ANKARA — The Islamic State claimed responsibility for an attack on a Roman Catholic church in Istanbul on Sunday that killed one person. Experts see the footprints of the extremist jihadi group’s Khorasan branch.
Two balaclava-clad assailants raided the Santa Maria Catholic church in Istanbul’s Sariyer district during the Sunday service and randomly shot at the crowd, killing 52-year old Tuncer Cihan before escaping the scene. Cihan, who was buried in a Muslim ceremony, was an occasional visitor to the church, local news outlets reported.
Briefing the press Sunday midnight, Interior Minister Ali Yerlikaya announced that two murder suspects were caught, identifying them as a Tajikistani and a Russian national.

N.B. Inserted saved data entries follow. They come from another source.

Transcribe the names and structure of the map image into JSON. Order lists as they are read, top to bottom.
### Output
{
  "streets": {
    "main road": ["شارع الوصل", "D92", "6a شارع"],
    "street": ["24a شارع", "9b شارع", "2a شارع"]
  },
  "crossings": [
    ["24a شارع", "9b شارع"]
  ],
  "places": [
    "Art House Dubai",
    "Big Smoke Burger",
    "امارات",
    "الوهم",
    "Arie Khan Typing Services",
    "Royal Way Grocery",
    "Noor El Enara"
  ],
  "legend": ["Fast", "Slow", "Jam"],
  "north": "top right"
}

“We think that these two foreign nationals, one from Tajikistan and the other from Russia, are Daesh members,” he said, using the Arabic acronym for the Islamic State militant group.
Yerlikaya added that roughly 50 individuals were also detained over suspected links to the attack in raids at 30 different locations in Istanbul. Among those detained, some 23 foreigners without residency permits will be deported from Turkey even though no links were found between them and the attack, according to Turkey’s private Demiroren News Agency.
“Istanbul has been home to different religions and sects for centuries and it will continue to do so,” Yerlikaya said, adding that more than 2,000 individuals had been detained and nearly 530 arrested since June as part of a national counterterrorism operation against the organization.
Yerlikaya provided no further information on the assailants. The two suspects were caught in Istanbul’s Basaksehir neighborhood, which is home to a large expat community from the Middle East and Central Asia, Demiroren reported Monday.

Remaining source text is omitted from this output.